Even before the official announcement by the British authorities about the country being in recession, the price of LNG, liquified natural gas, has been falling during the last two weeks.
The United Kingdom was officially declared being in recession in line with the text book definition of the latter: there were two successive negative growths in the GDP during the third and fourth quarters in 2023 respectively.
As of 14:00 GMT, the price of LNG was at $1.61, whereas the same was $2.35, a year ago. The price of oil, however, has slightly gone up in the past few days, despite the falling US crude oil stocks. As of 14:00 GMT, the prices of WTI and Brent, the two main benchmarks, were at $77.69 and $82.26 respectively.
The fact that Britain fell into recession grabbed headlines at a difficult time for the ruling Conservative Party, because there were two by-elections held on the same day; by coincidence, the Tories lost both seats to the opposition, Labour Party; the impact on the outcome by the disappointing economic news remains to be gauged by the political analysts.
The officials blamed the recession on less spending by the British public; the spending during the Christmas, for instance, according to officials, is much less than what they anticipated.

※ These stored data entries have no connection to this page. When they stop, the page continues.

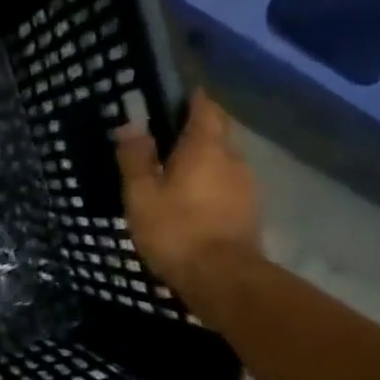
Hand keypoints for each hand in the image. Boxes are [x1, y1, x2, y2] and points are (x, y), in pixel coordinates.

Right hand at [115, 90, 263, 295]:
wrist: (222, 279)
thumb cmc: (176, 231)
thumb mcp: (142, 196)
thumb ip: (136, 159)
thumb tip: (130, 125)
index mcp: (206, 147)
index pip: (206, 107)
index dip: (191, 99)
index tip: (172, 100)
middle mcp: (233, 159)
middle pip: (215, 135)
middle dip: (193, 135)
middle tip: (162, 145)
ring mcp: (246, 187)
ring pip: (221, 164)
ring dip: (200, 166)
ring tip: (172, 180)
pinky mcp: (248, 213)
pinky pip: (225, 189)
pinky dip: (208, 189)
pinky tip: (189, 206)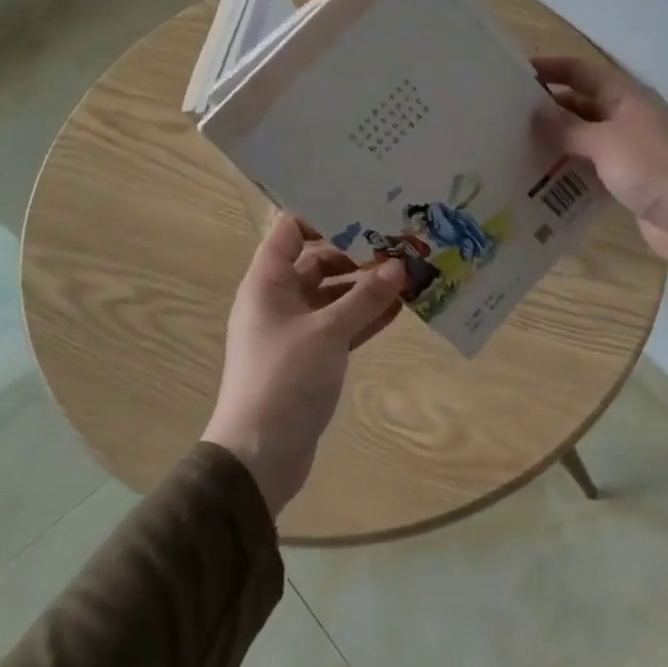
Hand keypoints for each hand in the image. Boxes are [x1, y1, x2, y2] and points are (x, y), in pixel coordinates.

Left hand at [201, 213, 404, 515]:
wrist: (259, 454)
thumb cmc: (284, 378)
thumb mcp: (328, 332)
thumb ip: (365, 297)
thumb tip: (399, 265)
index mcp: (267, 283)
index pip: (290, 231)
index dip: (322, 216)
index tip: (364, 212)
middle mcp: (279, 299)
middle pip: (318, 261)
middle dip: (357, 253)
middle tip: (398, 243)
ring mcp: (295, 329)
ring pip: (334, 295)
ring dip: (366, 286)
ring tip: (408, 274)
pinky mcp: (311, 356)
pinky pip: (341, 325)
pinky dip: (365, 316)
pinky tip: (400, 308)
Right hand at [532, 55, 667, 299]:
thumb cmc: (654, 169)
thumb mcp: (606, 142)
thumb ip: (568, 128)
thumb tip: (535, 115)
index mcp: (626, 97)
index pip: (582, 71)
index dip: (551, 68)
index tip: (515, 75)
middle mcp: (626, 118)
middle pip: (581, 105)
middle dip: (548, 109)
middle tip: (505, 119)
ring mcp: (628, 151)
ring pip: (584, 139)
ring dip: (556, 143)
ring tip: (514, 149)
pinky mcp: (627, 182)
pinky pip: (590, 170)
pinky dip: (568, 173)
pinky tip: (540, 181)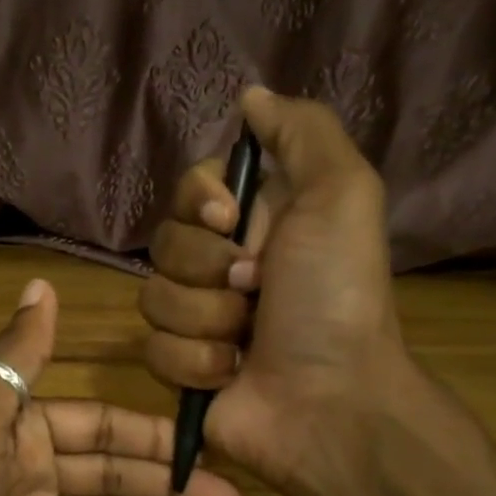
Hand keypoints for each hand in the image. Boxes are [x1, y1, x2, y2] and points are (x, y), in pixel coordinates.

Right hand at [139, 87, 406, 495]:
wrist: (330, 399)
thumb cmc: (336, 295)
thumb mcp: (343, 193)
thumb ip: (301, 132)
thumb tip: (249, 96)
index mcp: (257, 222)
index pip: (189, 190)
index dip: (198, 202)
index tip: (230, 221)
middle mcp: (223, 266)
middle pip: (163, 243)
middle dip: (207, 267)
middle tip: (255, 288)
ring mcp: (199, 320)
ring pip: (152, 298)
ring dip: (205, 318)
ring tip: (246, 338)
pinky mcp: (181, 368)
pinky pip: (153, 348)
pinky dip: (195, 362)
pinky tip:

It is clear that the inflation is partly to blame for the trend that is inextricably linked to the high energy prices.
The GDP growth in the Eurozone is not encouraging either; nor is that of Japan - all being the victims of high inflation.
Although oil and gas prices have fallen recently, the drop in prices has not translated to price drop at pumps in exact proportion yet; neither has the falling gas prices.
The falling commodity prices are certainly good news for beleaguered customers. They, however, push the producers of the commodities into a state of uncertainty, when it comes to attracting investments; moreover, the coffers of the countries in question are going to feel the pinch, if the downward trend continues.
Qatar, the world's largest exporter of LNG, for instance, will find it difficult to absorb shocks, as 70% of its revenues are from the sale of LNG; that means, both budgetary allocations and development plans will suffer in light of the developments in the sector.
The North Field project, for instance, that could potentially secure Qatar' s position as the world's leading LNG exporter may be in the unchartered waters, if the price of LNG keeps falling further in the international markets.
Since the countries in the northern hemisphere are coming out of the cold winter season, there is no catalyst in the offing that could push the price of gas up, unless the price of oil goes up unexpectedly.
The crises in the Middle East and Ukraine have already lost its spark in firing up emotions of the cautions investors: an escalation of regional war seems to be unlikely despite the provocations by many actors in the Middle East; neither Iran nor Hezbollah of Lebanon appears to be in favour of an escalation.
In yet another blow to the crude oil markets, the EIA, US Energy Information Administration, reported a significant build in the US crude oil stocks, implying the presence of enough barrels in the markets.